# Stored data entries

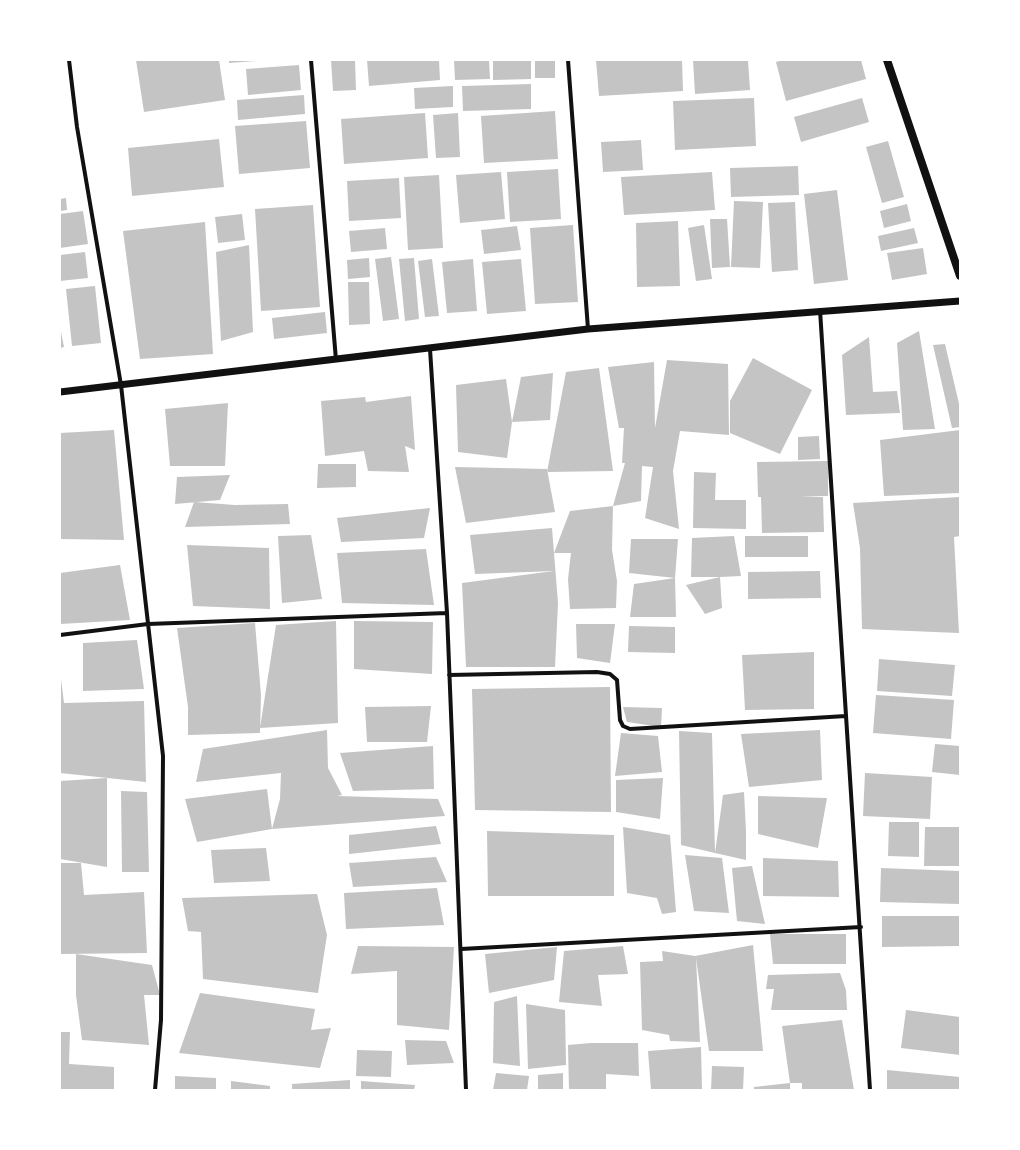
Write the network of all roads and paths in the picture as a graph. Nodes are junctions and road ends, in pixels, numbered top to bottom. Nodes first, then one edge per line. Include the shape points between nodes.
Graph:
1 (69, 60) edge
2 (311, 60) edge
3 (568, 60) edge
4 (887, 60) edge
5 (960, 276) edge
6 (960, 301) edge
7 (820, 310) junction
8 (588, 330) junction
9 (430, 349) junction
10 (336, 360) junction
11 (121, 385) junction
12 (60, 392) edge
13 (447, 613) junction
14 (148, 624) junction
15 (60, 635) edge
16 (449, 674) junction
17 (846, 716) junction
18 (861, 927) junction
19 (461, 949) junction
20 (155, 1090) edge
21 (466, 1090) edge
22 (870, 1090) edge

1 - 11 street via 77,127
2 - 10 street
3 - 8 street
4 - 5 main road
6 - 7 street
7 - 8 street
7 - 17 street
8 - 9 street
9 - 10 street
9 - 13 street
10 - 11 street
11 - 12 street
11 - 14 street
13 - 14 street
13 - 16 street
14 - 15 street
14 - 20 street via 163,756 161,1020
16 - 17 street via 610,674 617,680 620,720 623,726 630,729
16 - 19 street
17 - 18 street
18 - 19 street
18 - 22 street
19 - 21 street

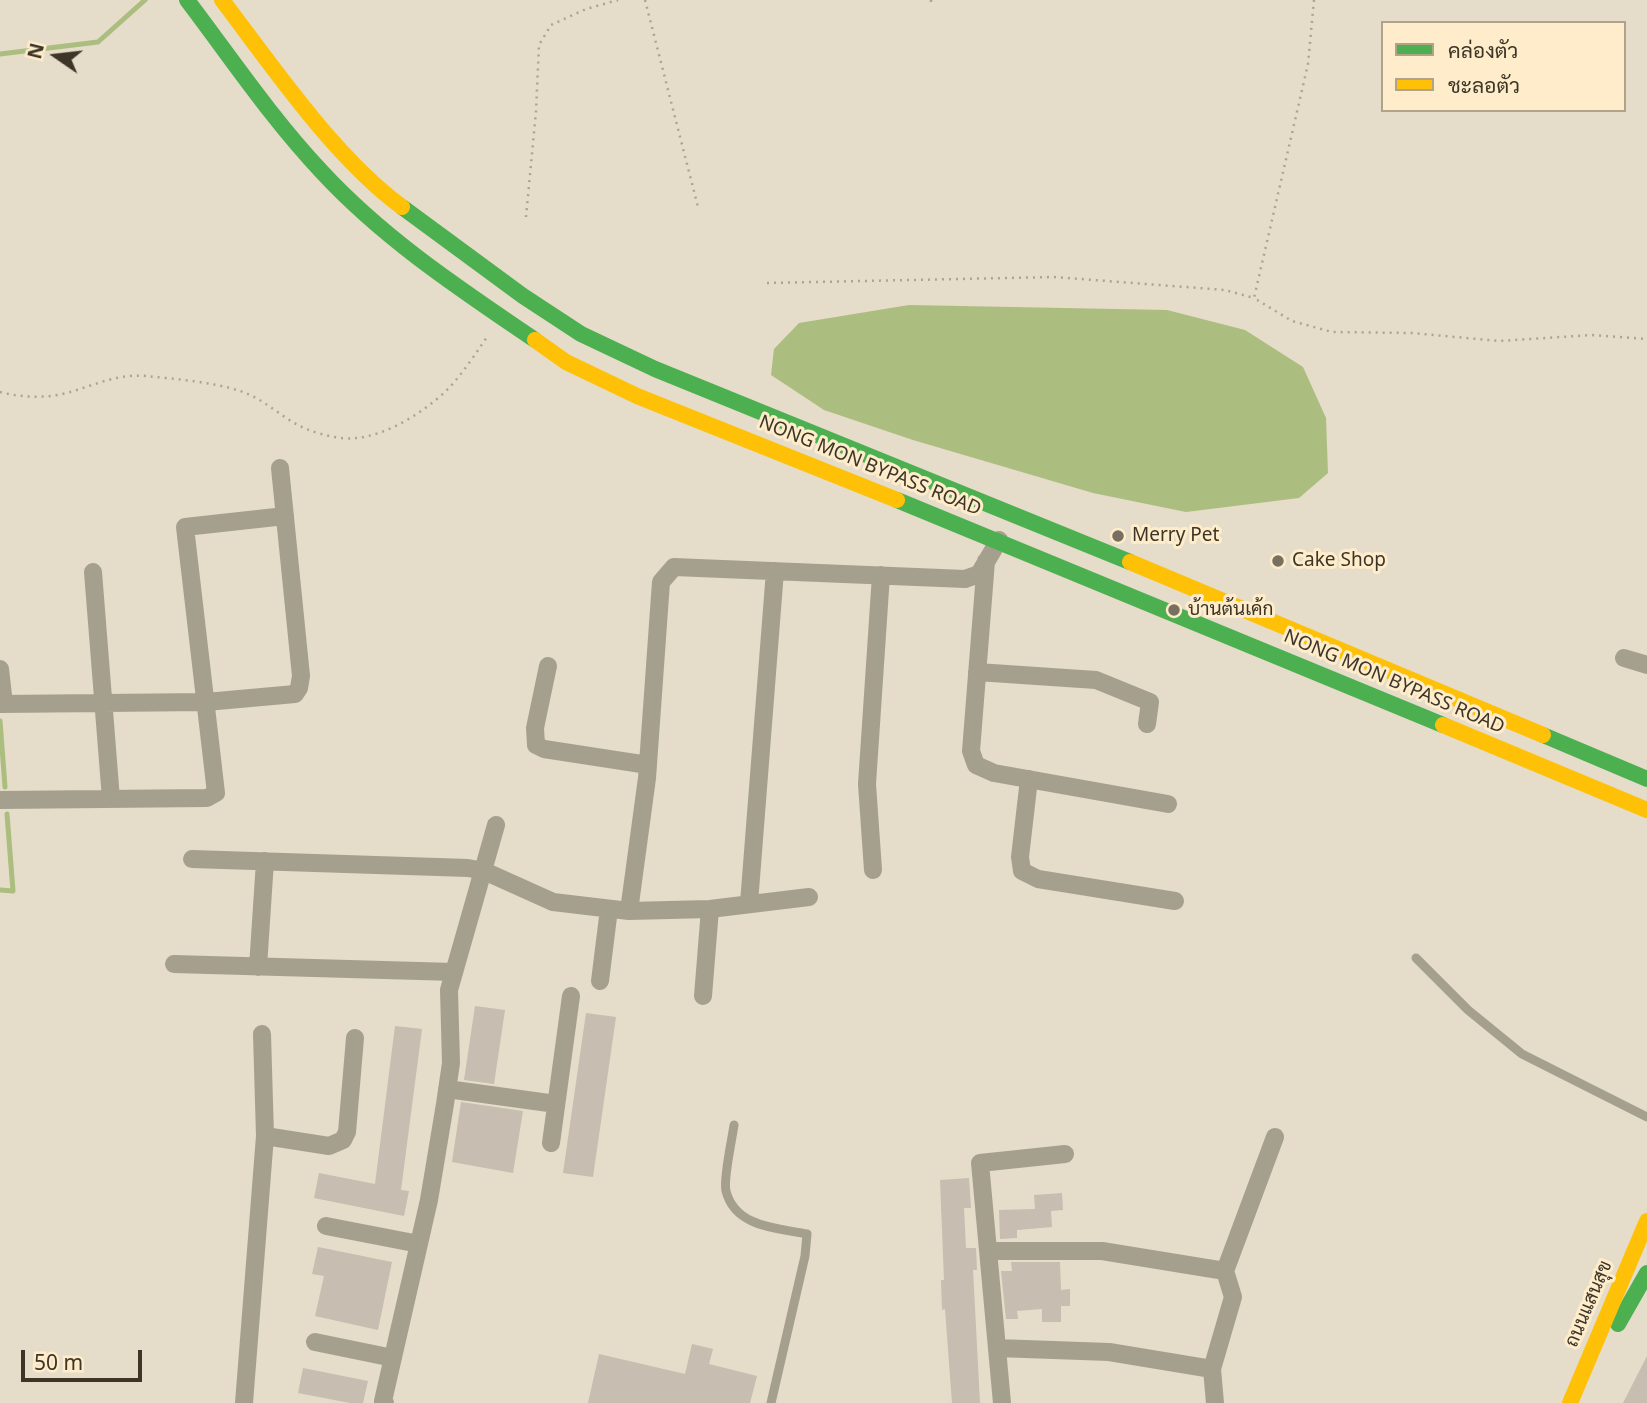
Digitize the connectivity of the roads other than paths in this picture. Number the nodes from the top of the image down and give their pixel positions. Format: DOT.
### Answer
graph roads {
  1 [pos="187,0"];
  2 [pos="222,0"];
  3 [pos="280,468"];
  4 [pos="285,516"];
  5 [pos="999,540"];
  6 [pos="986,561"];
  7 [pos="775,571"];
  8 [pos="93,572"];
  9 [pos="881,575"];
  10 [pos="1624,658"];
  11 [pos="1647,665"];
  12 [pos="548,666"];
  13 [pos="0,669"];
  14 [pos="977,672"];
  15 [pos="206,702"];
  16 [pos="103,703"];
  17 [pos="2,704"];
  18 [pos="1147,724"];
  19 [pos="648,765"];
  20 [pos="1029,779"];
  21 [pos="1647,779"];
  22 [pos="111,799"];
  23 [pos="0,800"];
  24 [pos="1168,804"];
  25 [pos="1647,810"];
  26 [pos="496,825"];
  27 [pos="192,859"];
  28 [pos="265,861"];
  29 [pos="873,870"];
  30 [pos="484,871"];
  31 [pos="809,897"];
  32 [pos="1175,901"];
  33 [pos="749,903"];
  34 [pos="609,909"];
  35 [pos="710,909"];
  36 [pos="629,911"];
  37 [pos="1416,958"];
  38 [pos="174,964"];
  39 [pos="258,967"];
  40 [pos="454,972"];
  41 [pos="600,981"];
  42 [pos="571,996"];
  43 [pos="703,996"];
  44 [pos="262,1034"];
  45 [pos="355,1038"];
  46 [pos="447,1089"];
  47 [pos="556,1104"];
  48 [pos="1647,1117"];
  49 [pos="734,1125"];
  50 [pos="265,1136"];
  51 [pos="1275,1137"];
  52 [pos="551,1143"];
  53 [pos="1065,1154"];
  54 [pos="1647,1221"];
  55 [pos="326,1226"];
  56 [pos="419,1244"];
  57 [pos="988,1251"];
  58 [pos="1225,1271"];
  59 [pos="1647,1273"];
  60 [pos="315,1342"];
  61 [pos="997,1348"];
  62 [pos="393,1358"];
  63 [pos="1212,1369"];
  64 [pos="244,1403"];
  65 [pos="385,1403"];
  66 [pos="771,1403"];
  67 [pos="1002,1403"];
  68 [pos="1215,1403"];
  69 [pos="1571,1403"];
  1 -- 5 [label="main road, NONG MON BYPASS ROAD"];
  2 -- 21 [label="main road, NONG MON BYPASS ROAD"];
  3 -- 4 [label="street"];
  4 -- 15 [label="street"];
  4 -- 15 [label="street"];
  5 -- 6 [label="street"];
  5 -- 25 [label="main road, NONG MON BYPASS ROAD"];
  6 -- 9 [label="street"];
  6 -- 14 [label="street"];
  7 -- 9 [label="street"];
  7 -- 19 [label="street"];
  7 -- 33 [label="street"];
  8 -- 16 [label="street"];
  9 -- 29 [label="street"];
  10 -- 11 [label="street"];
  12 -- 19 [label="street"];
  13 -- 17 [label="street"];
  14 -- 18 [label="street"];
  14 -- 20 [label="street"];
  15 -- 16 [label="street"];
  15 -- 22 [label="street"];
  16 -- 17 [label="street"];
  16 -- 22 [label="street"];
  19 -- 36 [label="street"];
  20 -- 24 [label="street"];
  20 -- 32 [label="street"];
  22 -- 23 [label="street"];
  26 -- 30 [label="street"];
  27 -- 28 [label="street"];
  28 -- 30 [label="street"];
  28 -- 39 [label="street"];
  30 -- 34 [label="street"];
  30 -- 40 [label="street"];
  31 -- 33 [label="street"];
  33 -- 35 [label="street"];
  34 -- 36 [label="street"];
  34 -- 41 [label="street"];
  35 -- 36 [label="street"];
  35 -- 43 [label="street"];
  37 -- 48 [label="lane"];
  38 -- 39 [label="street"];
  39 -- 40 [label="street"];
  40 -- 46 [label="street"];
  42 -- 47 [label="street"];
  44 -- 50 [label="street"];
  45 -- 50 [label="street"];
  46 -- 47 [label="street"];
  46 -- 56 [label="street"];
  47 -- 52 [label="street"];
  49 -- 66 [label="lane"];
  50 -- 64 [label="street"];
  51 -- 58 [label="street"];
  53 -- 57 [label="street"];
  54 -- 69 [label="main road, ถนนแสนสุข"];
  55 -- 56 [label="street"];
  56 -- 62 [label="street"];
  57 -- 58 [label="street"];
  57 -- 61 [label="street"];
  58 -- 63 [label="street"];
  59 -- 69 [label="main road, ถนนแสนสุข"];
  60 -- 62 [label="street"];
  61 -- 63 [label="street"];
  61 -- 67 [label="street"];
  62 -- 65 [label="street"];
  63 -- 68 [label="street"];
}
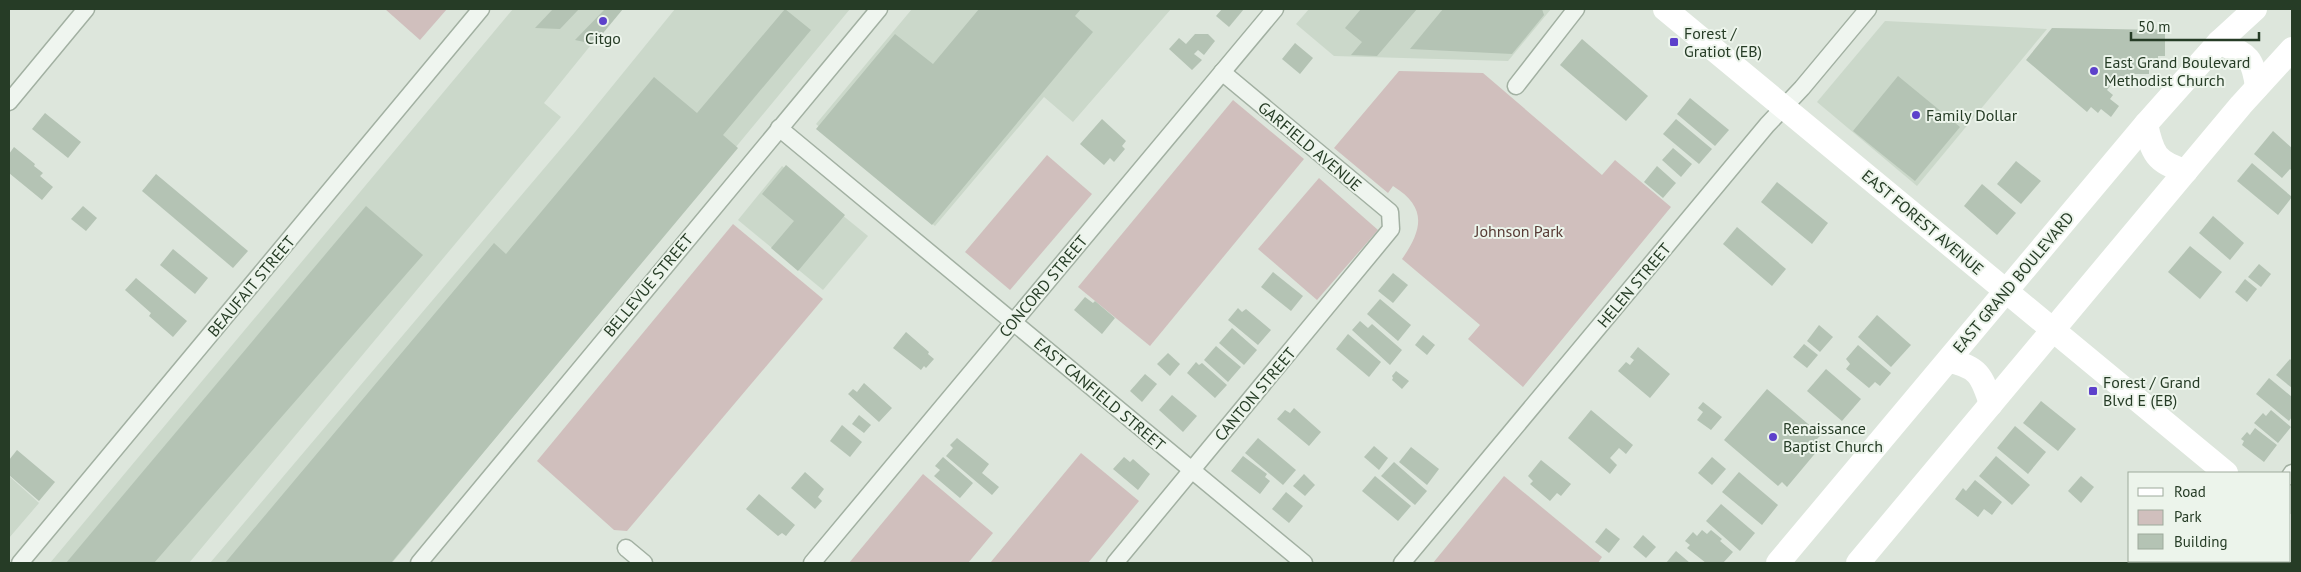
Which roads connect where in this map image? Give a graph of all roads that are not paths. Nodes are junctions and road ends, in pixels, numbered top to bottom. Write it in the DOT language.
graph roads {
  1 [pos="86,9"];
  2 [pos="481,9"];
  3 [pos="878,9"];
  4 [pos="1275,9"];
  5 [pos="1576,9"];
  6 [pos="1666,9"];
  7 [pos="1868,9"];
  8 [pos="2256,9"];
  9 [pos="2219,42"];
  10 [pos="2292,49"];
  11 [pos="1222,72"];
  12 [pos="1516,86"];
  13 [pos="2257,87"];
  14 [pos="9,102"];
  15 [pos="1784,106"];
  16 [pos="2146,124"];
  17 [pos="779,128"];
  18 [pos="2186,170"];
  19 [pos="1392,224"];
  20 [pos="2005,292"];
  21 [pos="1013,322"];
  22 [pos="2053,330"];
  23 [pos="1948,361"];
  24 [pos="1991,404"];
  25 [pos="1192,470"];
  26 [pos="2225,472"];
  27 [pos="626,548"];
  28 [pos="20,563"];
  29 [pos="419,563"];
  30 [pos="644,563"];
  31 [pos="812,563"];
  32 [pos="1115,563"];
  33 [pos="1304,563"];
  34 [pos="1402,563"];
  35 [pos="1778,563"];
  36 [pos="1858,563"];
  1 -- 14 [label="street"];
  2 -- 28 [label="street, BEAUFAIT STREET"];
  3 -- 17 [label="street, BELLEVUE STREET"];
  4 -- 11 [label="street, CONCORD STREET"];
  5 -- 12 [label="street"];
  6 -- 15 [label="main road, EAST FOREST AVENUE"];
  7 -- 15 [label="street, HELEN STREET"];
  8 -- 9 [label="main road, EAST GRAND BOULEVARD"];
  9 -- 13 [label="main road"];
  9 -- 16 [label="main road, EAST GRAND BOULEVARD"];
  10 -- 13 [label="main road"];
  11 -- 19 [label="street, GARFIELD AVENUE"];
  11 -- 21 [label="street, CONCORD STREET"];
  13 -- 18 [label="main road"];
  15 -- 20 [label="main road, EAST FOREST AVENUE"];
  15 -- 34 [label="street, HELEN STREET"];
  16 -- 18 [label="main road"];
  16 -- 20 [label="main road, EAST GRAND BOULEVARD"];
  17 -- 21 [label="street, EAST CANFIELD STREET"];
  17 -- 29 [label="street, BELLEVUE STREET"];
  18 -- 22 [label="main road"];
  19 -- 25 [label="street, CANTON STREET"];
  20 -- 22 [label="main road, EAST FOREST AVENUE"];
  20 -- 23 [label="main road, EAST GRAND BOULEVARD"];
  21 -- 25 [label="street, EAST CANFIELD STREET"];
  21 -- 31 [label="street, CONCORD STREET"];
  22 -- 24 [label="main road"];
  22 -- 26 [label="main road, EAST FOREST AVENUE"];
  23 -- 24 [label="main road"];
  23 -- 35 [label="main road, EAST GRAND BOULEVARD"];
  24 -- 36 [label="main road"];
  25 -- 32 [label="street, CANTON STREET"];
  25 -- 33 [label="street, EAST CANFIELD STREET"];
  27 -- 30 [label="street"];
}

# Problem details
Give the count of lines in the entries above that hold the word "HELEN", with no other words.

# Response for this exercise
2